Rodger Young, Medal of Honor recipient, was from Green Springs, Ohio. He stood 5’2 and weighed 125 lbs, was going deaf, and near-sighted. He slipped past the Army’s 4F screens by signing up for the National Guard in 1940, after dropping out of high school, because he was having difficulty following the lessons due to his hearing difficulty. He was killed in the Solomon Islands storming a Japanese machine gun nest, enabling his platoon to safely withdraw under fire. An ordinary man who became extraordinary in a fearless hour.
His gallantry was memorialized by the lyricist Frank Loesser:
Fellow Ohioan Robert Heinlein was also enamored of Young, baptizing the transport ship in Starship Troopers with his name. He also included his citation for bravery in an appendix to the novel.
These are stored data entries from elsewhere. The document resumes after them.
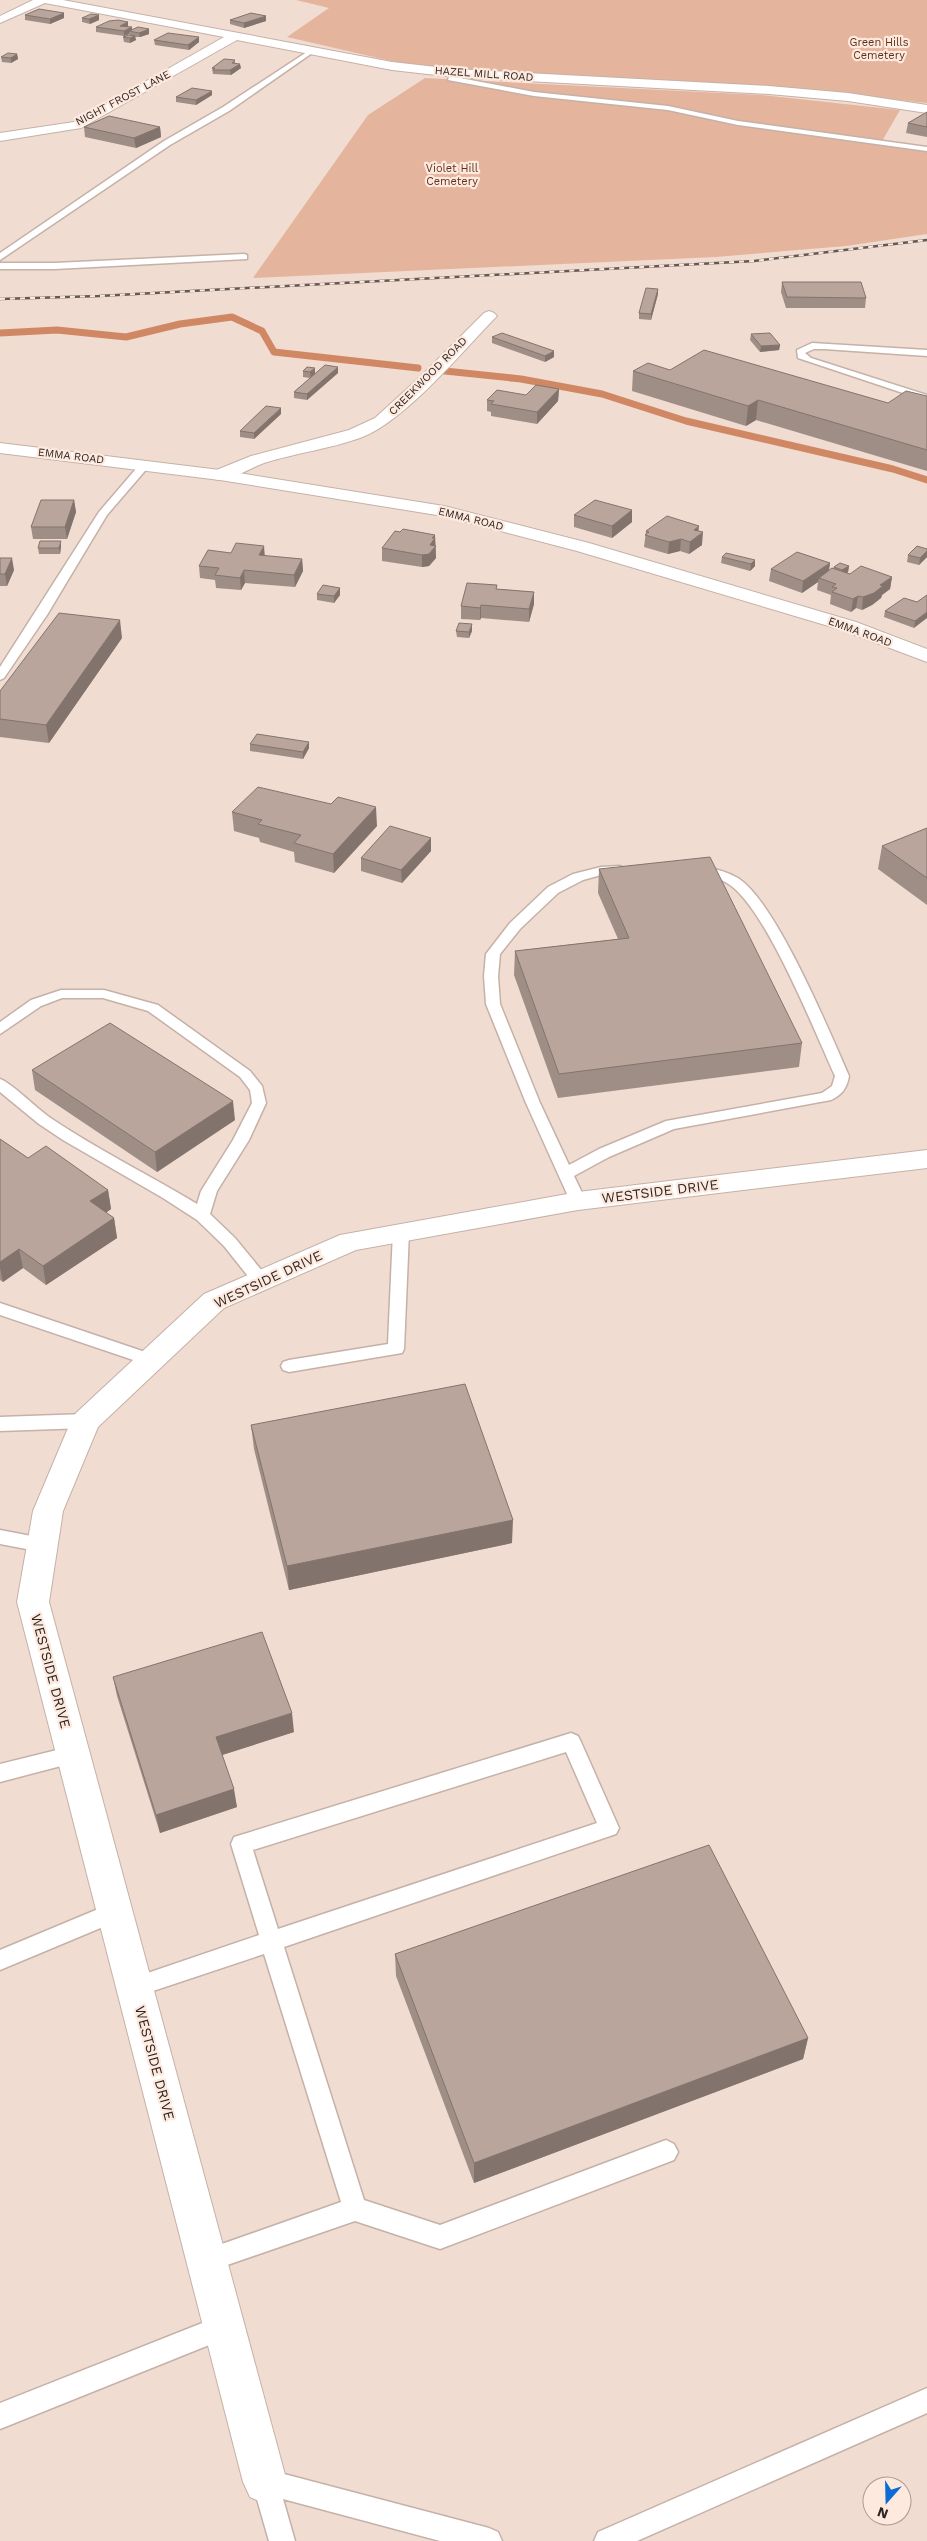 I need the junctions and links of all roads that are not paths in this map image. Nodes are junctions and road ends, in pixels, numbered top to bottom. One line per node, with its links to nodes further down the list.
1 (44, 0): 2 (street); 3 (street, HAZEL MILL ROAD)
2 (0, 20)
3 (237, 35): 4 (street, HAZEL MILL ROAD); 7 (street, NIGHT FROST LANE)
4 (314, 50): 5 (street, HAZEL MILL ROAD); 9 (lane)
5 (454, 73): 6 (street, HAZEL MILL ROAD); 8 (lane)
6 (927, 109)
7 (0, 137)
8 (927, 149)
9 (0, 257)
10 (244, 257): 11 (lane)
11 (0, 266)
12 (489, 316): 17 (street, CREEKWOOD ROAD)
13 (927, 353): 14 (lane)
14 (927, 398)
15 (0, 448): 16 (street, EMMA ROAD)
16 (145, 465): 17 (street, EMMA ROAD); 19 (lane)
17 (220, 475): 18 (street, EMMA ROAD)
18 (927, 656)
19 (0, 676)
20 (637, 868): 25 (lane)
21 (683, 868): 25 (lane)
22 (0, 1029): 26 (lane)
23 (0, 1084): 26 (lane)
24 (927, 1159): 25 (street, WESTSIDE DRIVE)
25 (571, 1188): 27 (street, WESTSIDE DRIVE)
26 (202, 1216): 28 (lane)
27 (401, 1232): 28 (street, WESTSIDE DRIVE); 31 (lane)
28 (261, 1281): 30 (street, WESTSIDE DRIVE)
29 (0, 1309): 30 (lane)
30 (151, 1360): 32 (street, WESTSIDE DRIVE)
31 (289, 1366)
32 (86, 1421): 33 (lane); 35 (street, WESTSIDE DRIVE)
33 (0, 1424)
34 (0, 1537): 35 (lane)
35 (42, 1545): 36 (street, WESTSIDE DRIVE)
36 (73, 1756): 37 (lane); 38 (street, WESTSIDE DRIVE)
37 (0, 1773)
38 (115, 1912): 40 (lane); 41 (street, WESTSIDE DRIVE)
39 (270, 1941): 39 (lane); 41 (lane); 43 (lane)
40 (0, 1960)
41 (135, 1987): 44 (street, WESTSIDE DRIVE)
42 (666, 2152): 43 (lane)
43 (355, 2209): 44 (lane)
44 (207, 2260): 45 (street, WESTSIDE DRIVE)
45 (225, 2326): 47 (lane); 48 (street, WESTSIDE DRIVE)
46 (927, 2400): 51 (lane)
47 (0, 2416)
48 (265, 2482): 49 (lane); 50 (lane)
49 (282, 2541)
50 (489, 2541)
51 (607, 2541)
*After the Tongva, the Franciscans, the Robber Barons, the Chinese, the Chandlers and Barbara Stanwyck. I refer here to the Valley in its bedroom community incarnation.
Nothing like martial virtue to inspire biblical relations between genders. When we slaughtered the Hun and subdued the Japanese Empire in four years and warplanes rolled off the assembly line every ten hours in Long Beach, King Priapus ruled the day.
Victory jizz, plus three years=Wingfoot housing
During the Depression very little housing had been built, and during WWII, none at all, creating entire communities living in temporary housing: trailers, quonsets, Wingfoot huts, and repurposed tugboat cabins.
Tugboats
Our little working class brigadoon in Van Nuys was carved from Carnation creamery cow pasture in 1947 as something called Allied Gardens. A GI and his brood could have one for $10,400. That’s $119,000 in 2017 dollars. No landscaping. No frills. A three circuit Zinsco electrical panel, no insulation, no AC. Fittingly, it was developed by Louis Kelton, for whom Kelton Street in Brentwood was named, establishing at conception the master-servant dialectical between the two communities.
At those prices, who wouldn’t want one? The stucco box was a pleasure dome after the quonset hut. Colored veterans were excluded by covenant from buying. Colored people lived where colored people lived and the women tended the homes of rich people on the Westside, like Louis Kelton. White people manufactured things and saved up for a backyard pool. Service at the pleasure of others, specifically of a household or agricultural nature, was nigger work. White people didn’t do that.
For forty years this arrangement held while white people gradually decamped to Santa Clarita or Thousand Oaks, discarding neglected houses like beater cars. Black people moved to Riverside, or all the way to the Mississippi Delta. Latino/Asian/Armenian immigrants, stacked up in apartments, busily practicing biblical relations between genders, counted the bedrooms, and said “we’ll take this gone to hell stucco box. Where do we sign?” In they came and out went grumbling white people, trailing blight.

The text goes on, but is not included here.